Comprando um carro: uma olhada nos números

Um casal discute suas finanças e percebe que a compra de um carro pode não estar ao seu alcance

Um casal discute suas finanças e percebe que a compra de um carro pode não estar ao seu alcance | iStock.com

Você deve se lembrar da crise imobiliária e da subsequente crise financeira em 2008, que levou à Grande Recessão. Todos nós fazemos. E a última coisa que queremos é experimentar isso de novo. Mas estamos vendo algo assustadoramente semelhante no mercado de empréstimo de automóveis agora - semelhante ao que estava acontecendo no mercado de hipotecas antes da crise.

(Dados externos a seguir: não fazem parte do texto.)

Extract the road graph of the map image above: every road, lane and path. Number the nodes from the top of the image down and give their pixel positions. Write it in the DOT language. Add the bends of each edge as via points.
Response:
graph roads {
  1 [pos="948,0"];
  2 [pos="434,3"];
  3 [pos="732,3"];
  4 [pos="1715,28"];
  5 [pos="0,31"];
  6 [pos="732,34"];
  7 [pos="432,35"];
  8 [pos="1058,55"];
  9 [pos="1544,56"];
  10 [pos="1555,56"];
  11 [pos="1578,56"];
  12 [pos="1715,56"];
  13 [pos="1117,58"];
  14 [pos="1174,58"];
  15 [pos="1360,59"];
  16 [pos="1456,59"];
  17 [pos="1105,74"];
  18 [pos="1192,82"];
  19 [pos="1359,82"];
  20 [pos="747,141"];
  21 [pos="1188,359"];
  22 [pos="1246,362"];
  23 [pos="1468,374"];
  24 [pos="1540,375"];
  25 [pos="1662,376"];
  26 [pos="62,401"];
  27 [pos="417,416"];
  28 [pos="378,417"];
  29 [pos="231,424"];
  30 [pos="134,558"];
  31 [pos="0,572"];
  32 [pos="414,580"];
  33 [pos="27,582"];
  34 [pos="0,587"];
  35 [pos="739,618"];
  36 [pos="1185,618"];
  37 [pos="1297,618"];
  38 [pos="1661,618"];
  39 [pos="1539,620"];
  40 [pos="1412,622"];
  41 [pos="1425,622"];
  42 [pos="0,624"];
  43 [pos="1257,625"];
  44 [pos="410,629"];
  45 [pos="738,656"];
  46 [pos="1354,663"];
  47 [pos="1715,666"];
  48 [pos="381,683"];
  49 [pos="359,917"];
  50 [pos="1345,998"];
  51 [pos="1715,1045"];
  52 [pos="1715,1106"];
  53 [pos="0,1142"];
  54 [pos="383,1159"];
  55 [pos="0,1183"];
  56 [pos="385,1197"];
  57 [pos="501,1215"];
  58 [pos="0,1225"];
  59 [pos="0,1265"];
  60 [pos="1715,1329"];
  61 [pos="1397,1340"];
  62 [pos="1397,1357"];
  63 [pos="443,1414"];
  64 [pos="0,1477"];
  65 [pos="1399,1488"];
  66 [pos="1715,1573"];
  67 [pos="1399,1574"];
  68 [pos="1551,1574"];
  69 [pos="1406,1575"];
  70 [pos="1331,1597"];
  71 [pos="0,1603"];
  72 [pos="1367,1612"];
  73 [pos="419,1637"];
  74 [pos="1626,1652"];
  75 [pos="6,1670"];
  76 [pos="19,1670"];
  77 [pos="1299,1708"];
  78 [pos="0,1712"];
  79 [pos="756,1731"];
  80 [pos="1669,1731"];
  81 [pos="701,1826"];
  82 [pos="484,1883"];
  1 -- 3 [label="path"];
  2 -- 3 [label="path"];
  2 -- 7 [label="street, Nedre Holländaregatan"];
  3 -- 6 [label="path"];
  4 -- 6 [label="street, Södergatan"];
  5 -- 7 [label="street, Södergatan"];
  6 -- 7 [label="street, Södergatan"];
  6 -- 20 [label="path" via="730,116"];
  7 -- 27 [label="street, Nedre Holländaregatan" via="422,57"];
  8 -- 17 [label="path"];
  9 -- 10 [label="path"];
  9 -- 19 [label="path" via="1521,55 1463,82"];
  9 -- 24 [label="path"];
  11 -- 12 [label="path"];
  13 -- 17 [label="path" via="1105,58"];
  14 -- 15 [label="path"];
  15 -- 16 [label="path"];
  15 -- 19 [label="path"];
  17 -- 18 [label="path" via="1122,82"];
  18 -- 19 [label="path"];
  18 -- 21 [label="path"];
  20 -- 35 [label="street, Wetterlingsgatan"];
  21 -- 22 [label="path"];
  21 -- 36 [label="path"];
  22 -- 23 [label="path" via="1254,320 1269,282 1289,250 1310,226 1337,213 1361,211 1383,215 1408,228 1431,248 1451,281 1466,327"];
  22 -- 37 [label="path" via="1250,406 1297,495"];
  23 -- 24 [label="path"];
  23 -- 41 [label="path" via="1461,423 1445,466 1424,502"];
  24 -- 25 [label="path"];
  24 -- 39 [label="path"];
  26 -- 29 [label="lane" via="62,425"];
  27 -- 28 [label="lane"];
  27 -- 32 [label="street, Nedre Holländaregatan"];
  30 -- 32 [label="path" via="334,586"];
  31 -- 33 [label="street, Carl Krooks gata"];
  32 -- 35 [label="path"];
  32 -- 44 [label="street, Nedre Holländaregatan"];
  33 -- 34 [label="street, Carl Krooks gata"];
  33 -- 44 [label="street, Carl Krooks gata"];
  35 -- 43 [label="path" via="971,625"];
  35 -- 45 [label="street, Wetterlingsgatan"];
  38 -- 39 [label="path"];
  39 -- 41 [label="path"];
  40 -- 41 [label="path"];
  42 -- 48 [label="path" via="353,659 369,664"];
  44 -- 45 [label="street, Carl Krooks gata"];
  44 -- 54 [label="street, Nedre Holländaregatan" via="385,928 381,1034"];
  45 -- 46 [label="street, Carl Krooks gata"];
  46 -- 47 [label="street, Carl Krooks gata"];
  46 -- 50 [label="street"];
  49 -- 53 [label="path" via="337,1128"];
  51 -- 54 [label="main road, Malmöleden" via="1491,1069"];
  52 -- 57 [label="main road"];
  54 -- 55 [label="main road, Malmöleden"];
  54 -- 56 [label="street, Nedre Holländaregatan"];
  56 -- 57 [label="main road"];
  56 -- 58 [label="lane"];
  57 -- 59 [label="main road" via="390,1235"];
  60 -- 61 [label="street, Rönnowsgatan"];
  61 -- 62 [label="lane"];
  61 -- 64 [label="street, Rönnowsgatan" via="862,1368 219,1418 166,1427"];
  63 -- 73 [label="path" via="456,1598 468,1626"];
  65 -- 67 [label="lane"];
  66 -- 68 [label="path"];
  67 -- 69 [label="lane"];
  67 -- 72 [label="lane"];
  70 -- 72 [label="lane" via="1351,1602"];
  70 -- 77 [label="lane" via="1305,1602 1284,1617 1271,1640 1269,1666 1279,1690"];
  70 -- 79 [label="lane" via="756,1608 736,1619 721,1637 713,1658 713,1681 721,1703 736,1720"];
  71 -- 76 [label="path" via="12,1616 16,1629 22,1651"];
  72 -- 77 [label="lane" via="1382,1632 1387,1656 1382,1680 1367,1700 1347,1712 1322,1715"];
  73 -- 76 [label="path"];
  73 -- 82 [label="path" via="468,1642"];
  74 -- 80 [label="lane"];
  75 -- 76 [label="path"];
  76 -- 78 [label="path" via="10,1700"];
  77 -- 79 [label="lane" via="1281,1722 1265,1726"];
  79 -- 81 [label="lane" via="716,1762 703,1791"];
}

As pessoas estão submersas em seus empréstimos e, como resultado, inadimplentes com taxas mais altas. Dívida de automóveis subprime está crescendo , e com muitas dívidas de pessoas tendo sido securitizadas (cortadas e vendidas aos investidores), suas inadimplências ou inadimplências poderiam criar um efeito cascata - semelhante ao que vimos na crise imobiliária.

De acordo com o Fed de Nova York , 6 milhões de pessoas estão 90 dias atrasados ​​em seus pagamentos de empréstimos para compra de automóveis. Ao todo, há US $ 1,135 trilhão em empréstimos para automóveis pendentes - quase a par com o US $ 1,3 trilhão em dívidas de empréstimos estudantis .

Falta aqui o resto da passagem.